INFORMATION SHOWN ::
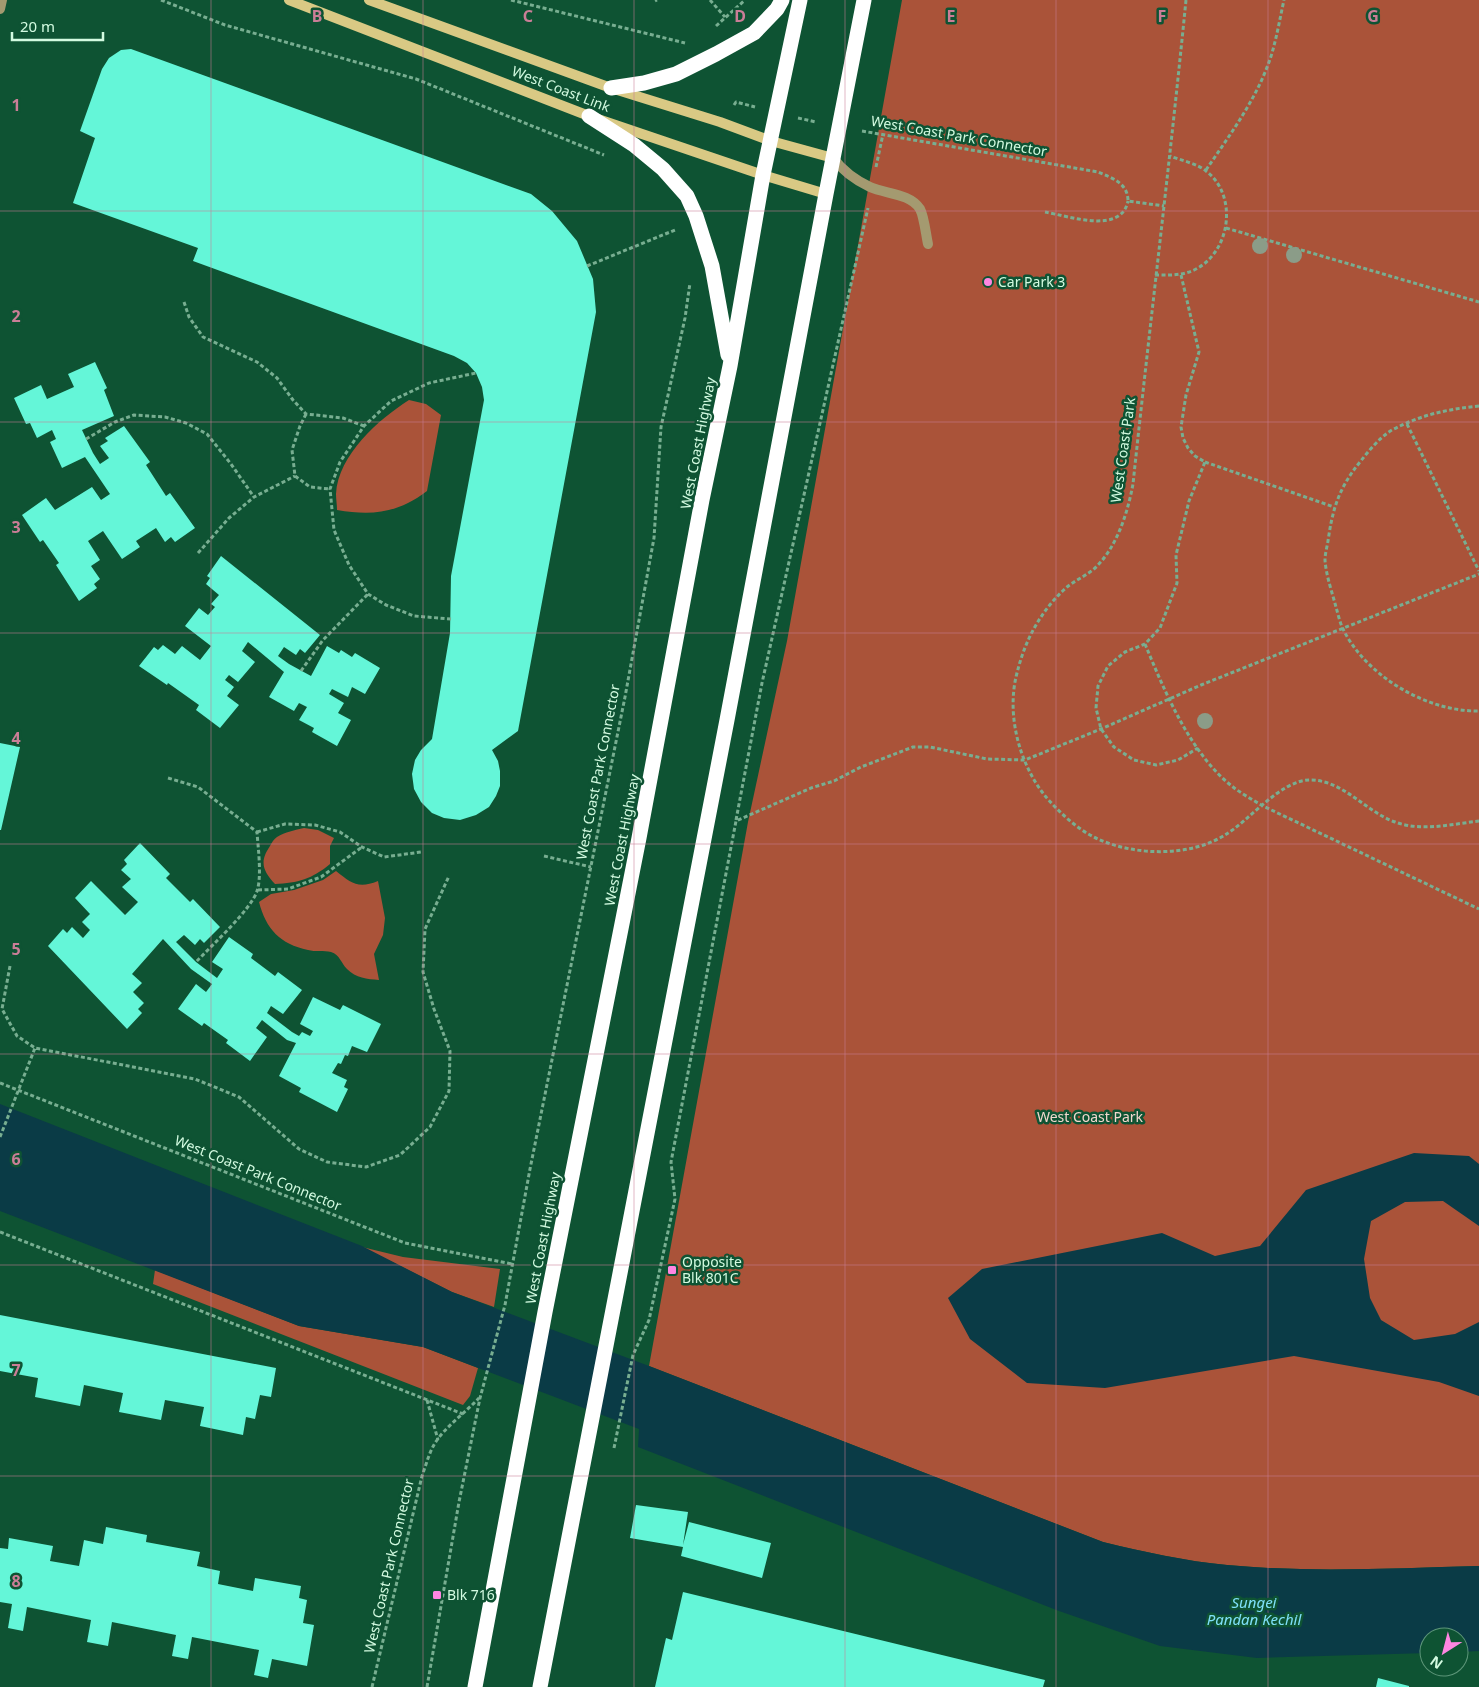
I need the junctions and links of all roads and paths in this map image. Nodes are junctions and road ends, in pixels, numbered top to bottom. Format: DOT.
graph roads {
  1 [pos="2,0"];
  2 [pos="161,0"];
  3 [pos="289,0"];
  4 [pos="369,0"];
  5 [pos="511,0"];
  6 [pos="710,0"];
  7 [pos="782,0"];
  8 [pos="800,0"];
  9 [pos="864,0"];
  10 [pos="1186,0"];
  11 [pos="1284,0"];
  12 [pos="0,9"];
  13 [pos="725,17"];
  14 [pos="716,54"];
  15 [pos="611,88"];
  16 [pos="736,102"];
  17 [pos="776,113"];
  18 [pos="589,116"];
  19 [pos="839,126"];
  20 [pos="883,134"];
  21 [pos="771,141"];
  22 [pos="605,156"];
  23 [pos="1170,156"];
  24 [pos="833,158"];
  25 [pos="1206,170"];
  26 [pos="763,175"];
  27 [pos="872,188"];
  28 [pos="826,194"];
  29 [pos="1128,200"];
  30 [pos="1164,206"];
  31 [pos="1045,212"];
  32 [pos="671,221"];
  33 [pos="1226,228"];
  34 [pos="928,244"];
  35 [pos="587,266"];
  36 [pos="1155,275"];
  37 [pos="1182,275"];
  38 [pos="690,283"];
  39 [pos="184,302"];
  40 [pos="1479,302"];
  41 [pos="730,366"];
  42 [pos="476,373"];
  43 [pos="1479,406"];
  44 [pos="306,414"];
  45 [pos="1407,424"];
  46 [pos="364,426"];
  47 [pos="86,439"];
  48 [pos="1205,462"];
  49 [pos="295,476"];
  50 [pos="330,489"];
  51 [pos="254,497"];
  52 [pos="1334,507"];
  53 [pos="198,553"];
  54 [pos="1479,572"];
  55 [pos="368,594"];
  56 [pos="450,619"];
  57 [pos="1343,629"];
  58 [pos="1145,644"];
  59 [pos="301,671"];
  60 [pos="1168,699"];
  61 [pos="1479,711"];
  62 [pos="1101,729"];
  63 [pos="1198,748"];
  64 [pos="1025,760"];
  65 [pos="168,778"];
  66 [pos="1263,806"];
  67 [pos="736,821"];
  68 [pos="1479,821"];
  69 [pos="257,832"];
  70 [pos="362,847"];
  71 [pos="421,852"];
  72 [pos="544,856"];
  73 [pos="591,867"];
  74 [pos="449,876"];
  75 [pos="258,890"];
  76 [pos="1479,909"];
  77 [pos="196,962"];
  78 [pos="10,966"];
  79 [pos="35,1048"];
  80 [pos="0,1083"];
  81 [pos="19,1090"];
  82 [pos="0,1137"];
  83 [pos="0,1232"];
  84 [pos="512,1264"];
  85 [pos="480,1398"];
  86 [pos="426,1399"];
  87 [pos="463,1414"];
  88 [pos="438,1440"];
  89 [pos="614,1448"];
  90 [pos="372,1687"];
  91 [pos="427,1687"];
  92 [pos="475,1687"];
  93 [pos="540,1687"];
  1 -- 12 [label="street"];
  2 -- 22 [label="path"];
  3 -- 18 [label="main road, West Coast Link"];
  4 -- 15 [label="main road, West Coast Link"];
  5 -- 14 [label="path"];
  6 -- 13 [label="path"];
  7 -- 14 [label="highway"];
  8 -- 17 [label="highway, West Coast Highway"];
  9 -- 19 [label="highway"];
  10 -- 23 [label="path, West Coast Park"];
  11 -- 25 [label="path"];
  14 -- 15 [label="highway"];
  15 -- 21 [label="main road, West Coast Link"];
  16 -- 17 [label="path, West Coast Park Connector"];
  17 -- 19 [label="path, West Coast Park Connector"];
  17 -- 21 [label="highway, West Coast Highway"];
  18 -- 26 [label="main road, West Coast Link"];
  18 -- 41 [label="highway"];
  19 -- 20 [label="path, West Coast Park Connector"];
  19 -- 24 [label="highway"];
  20 -- 27 [label="path"];
  20 -- 29 [label="path, West Coast Park Connector"];
  21 -- 24 [label="main road, West Coast Link"];
  21 -- 26 [label="highway, West Coast Highway"];
  23 -- 25 [label="path"];
  23 -- 30 [label="path, West Coast Park"];
  24 -- 27 [label="street"];
  24 -- 28 [label="highway"];
  25 -- 33 [label="path"];
  26 -- 28 [label="main road, West Coast Link"];
  26 -- 41 [label="highway, West Coast Highway"];
  27 -- 34 [label="street"];
  27 -- 67 [label="path"];
  28 -- 93 [label="highway"];
  29 -- 30 [label="path"];
  29 -- 31 [label="path"];
  30 -- 36 [label="path, West Coast Park"];
  32 -- 35 [label="path"];
  33 -- 37 [label="path"];
  33 -- 40 [label="path"];
  36 -- 37 [label="path"];
  36 -- 64 [label="path, West Coast Park"];
  37 -- 48 [label="path"];
  38 -- 73 [label="path, West Coast Park Connector"];
  39 -- 44 [label="path"];
  41 -- 92 [label="highway, West Coast Highway"];
  42 -- 46 [label="path"];
  43 -- 45 [label="path"];
  44 -- 46 [label="path"];
  44 -- 49 [label="path"];
  45 -- 52 [label="path"];
  45 -- 54 [label="path"];
  46 -- 50 [label="path"];
  47 -- 51 [label="path"];
  48 -- 52 [label="path"];
  48 -- 58 [label="path"];
  49 -- 50 [label="path"];
  49 -- 51 [label="path"];
  50 -- 55 [label="path"];
  51 -- 53 [label="path"];
  52 -- 57 [label="path"];
  54 -- 57 [label="path"];
  55 -- 56 [label="path"];
  55 -- 59 [label="path"];
  57 -- 60 [label="path"];
  57 -- 61 [label="path"];
  58 -- 60 [label="path"];
  58 -- 62 [label="path"];
  60 -- 62 [label="path"];
  60 -- 63 [label="path"];
  62 -- 63 [label="path"];
  62 -- 64 [label="path"];
  63 -- 66 [label="path"];
  64 -- 66 [label="path, West Coast Park"];
  64 -- 67 [label="path"];
  65 -- 69 [label="path"];
  66 -- 68 [label="path, West Coast Park"];
  66 -- 76 [label="path"];
  67 -- 89 [label="path"];
  69 -- 70 [label="path"];
  69 -- 75 [label="path"];
  70 -- 71 [label="path"];
  70 -- 75 [label="path"];
  72 -- 73 [label="path"];
  73 -- 84 [label="path, West Coast Park Connector"];
  74 -- 79 [label="path"];
  75 -- 77 [label="path"];
  78 -- 79 [label="path"];
  79 -- 81 [label="path"];
  80 -- 81 [label="path, West Coast Park Connector"];
  81 -- 82 [label="path"];
  81 -- 84 [label="path, West Coast Park Connector"];
  83 -- 86 [label="path"];
  84 -- 85 [label="path, West Coast Park Connector"];
  85 -- 87 [label="path, West Coast Park Connector"];
  85 -- 91 [label="path"];
  86 -- 87 [label="path"];
  86 -- 88 [label="path"];
  87 -- 88 [label="path, West Coast Park Connector"];
  88 -- 90 [label="path, West Coast Park Connector"];
}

TASK DIRECTIONS :: Return every entry above word for word, leaving pictures out.

ANSWER TO THE EXERCISE ::
I need the junctions and links of all roads and paths in this map image. Nodes are junctions and road ends, in pixels, numbered top to bottom. Format: DOT.
graph roads {
  1 [pos="2,0"];
  2 [pos="161,0"];
  3 [pos="289,0"];
  4 [pos="369,0"];
  5 [pos="511,0"];
  6 [pos="710,0"];
  7 [pos="782,0"];
  8 [pos="800,0"];
  9 [pos="864,0"];
  10 [pos="1186,0"];
  11 [pos="1284,0"];
  12 [pos="0,9"];
  13 [pos="725,17"];
  14 [pos="716,54"];
  15 [pos="611,88"];
  16 [pos="736,102"];
  17 [pos="776,113"];
  18 [pos="589,116"];
  19 [pos="839,126"];
  20 [pos="883,134"];
  21 [pos="771,141"];
  22 [pos="605,156"];
  23 [pos="1170,156"];
  24 [pos="833,158"];
  25 [pos="1206,170"];
  26 [pos="763,175"];
  27 [pos="872,188"];
  28 [pos="826,194"];
  29 [pos="1128,200"];
  30 [pos="1164,206"];
  31 [pos="1045,212"];
  32 [pos="671,221"];
  33 [pos="1226,228"];
  34 [pos="928,244"];
  35 [pos="587,266"];
  36 [pos="1155,275"];
  37 [pos="1182,275"];
  38 [pos="690,283"];
  39 [pos="184,302"];
  40 [pos="1479,302"];
  41 [pos="730,366"];
  42 [pos="476,373"];
  43 [pos="1479,406"];
  44 [pos="306,414"];
  45 [pos="1407,424"];
  46 [pos="364,426"];
  47 [pos="86,439"];
  48 [pos="1205,462"];
  49 [pos="295,476"];
  50 [pos="330,489"];
  51 [pos="254,497"];
  52 [pos="1334,507"];
  53 [pos="198,553"];
  54 [pos="1479,572"];
  55 [pos="368,594"];
  56 [pos="450,619"];
  57 [pos="1343,629"];
  58 [pos="1145,644"];
  59 [pos="301,671"];
  60 [pos="1168,699"];
  61 [pos="1479,711"];
  62 [pos="1101,729"];
  63 [pos="1198,748"];
  64 [pos="1025,760"];
  65 [pos="168,778"];
  66 [pos="1263,806"];
  67 [pos="736,821"];
  68 [pos="1479,821"];
  69 [pos="257,832"];
  70 [pos="362,847"];
  71 [pos="421,852"];
  72 [pos="544,856"];
  73 [pos="591,867"];
  74 [pos="449,876"];
  75 [pos="258,890"];
  76 [pos="1479,909"];
  77 [pos="196,962"];
  78 [pos="10,966"];
  79 [pos="35,1048"];
  80 [pos="0,1083"];
  81 [pos="19,1090"];
  82 [pos="0,1137"];
  83 [pos="0,1232"];
  84 [pos="512,1264"];
  85 [pos="480,1398"];
  86 [pos="426,1399"];
  87 [pos="463,1414"];
  88 [pos="438,1440"];
  89 [pos="614,1448"];
  90 [pos="372,1687"];
  91 [pos="427,1687"];
  92 [pos="475,1687"];
  93 [pos="540,1687"];
  1 -- 12 [label="street"];
  2 -- 22 [label="path"];
  3 -- 18 [label="main road, West Coast Link"];
  4 -- 15 [label="main road, West Coast Link"];
  5 -- 14 [label="path"];
  6 -- 13 [label="path"];
  7 -- 14 [label="highway"];
  8 -- 17 [label="highway, West Coast Highway"];
  9 -- 19 [label="highway"];
  10 -- 23 [label="path, West Coast Park"];
  11 -- 25 [label="path"];
  14 -- 15 [label="highway"];
  15 -- 21 [label="main road, West Coast Link"];
  16 -- 17 [label="path, West Coast Park Connector"];
  17 -- 19 [label="path, West Coast Park Connector"];
  17 -- 21 [label="highway, West Coast Highway"];
  18 -- 26 [label="main road, West Coast Link"];
  18 -- 41 [label="highway"];
  19 -- 20 [label="path, West Coast Park Connector"];
  19 -- 24 [label="highway"];
  20 -- 27 [label="path"];
  20 -- 29 [label="path, West Coast Park Connector"];
  21 -- 24 [label="main road, West Coast Link"];
  21 -- 26 [label="highway, West Coast Highway"];
  23 -- 25 [label="path"];
  23 -- 30 [label="path, West Coast Park"];
  24 -- 27 [label="street"];
  24 -- 28 [label="highway"];
  25 -- 33 [label="path"];
  26 -- 28 [label="main road, West Coast Link"];
  26 -- 41 [label="highway, West Coast Highway"];
  27 -- 34 [label="street"];
  27 -- 67 [label="path"];
  28 -- 93 [label="highway"];
  29 -- 30 [label="path"];
  29 -- 31 [label="path"];
  30 -- 36 [label="path, West Coast Park"];
  32 -- 35 [label="path"];
  33 -- 37 [label="path"];
  33 -- 40 [label="path"];
  36 -- 37 [label="path"];
  36 -- 64 [label="path, West Coast Park"];
  37 -- 48 [label="path"];
  38 -- 73 [label="path, West Coast Park Connector"];
  39 -- 44 [label="path"];
  41 -- 92 [label="highway, West Coast Highway"];
  42 -- 46 [label="path"];
  43 -- 45 [label="path"];
  44 -- 46 [label="path"];
  44 -- 49 [label="path"];
  45 -- 52 [label="path"];
  45 -- 54 [label="path"];
  46 -- 50 [label="path"];
  47 -- 51 [label="path"];
  48 -- 52 [label="path"];
  48 -- 58 [label="path"];
  49 -- 50 [label="path"];
  49 -- 51 [label="path"];
  50 -- 55 [label="path"];
  51 -- 53 [label="path"];
  52 -- 57 [label="path"];
  54 -- 57 [label="path"];
  55 -- 56 [label="path"];
  55 -- 59 [label="path"];
  57 -- 60 [label="path"];
  57 -- 61 [label="path"];
  58 -- 60 [label="path"];
  58 -- 62 [label="path"];
  60 -- 62 [label="path"];
  60 -- 63 [label="path"];
  62 -- 63 [label="path"];
  62 -- 64 [label="path"];
  63 -- 66 [label="path"];
  64 -- 66 [label="path, West Coast Park"];
  64 -- 67 [label="path"];
  65 -- 69 [label="path"];
  66 -- 68 [label="path, West Coast Park"];
  66 -- 76 [label="path"];
  67 -- 89 [label="path"];
  69 -- 70 [label="path"];
  69 -- 75 [label="path"];
  70 -- 71 [label="path"];
  70 -- 75 [label="path"];
  72 -- 73 [label="path"];
  73 -- 84 [label="path, West Coast Park Connector"];
  74 -- 79 [label="path"];
  75 -- 77 [label="path"];
  78 -- 79 [label="path"];
  79 -- 81 [label="path"];
  80 -- 81 [label="path, West Coast Park Connector"];
  81 -- 82 [label="path"];
  81 -- 84 [label="path, West Coast Park Connector"];
  83 -- 86 [label="path"];
  84 -- 85 [label="path, West Coast Park Connector"];
  85 -- 87 [label="path, West Coast Park Connector"];
  85 -- 91 [label="path"];
  86 -- 87 [label="path"];
  86 -- 88 [label="path"];
  87 -- 88 [label="path, West Coast Park Connector"];
  88 -- 90 [label="path, West Coast Park Connector"];
}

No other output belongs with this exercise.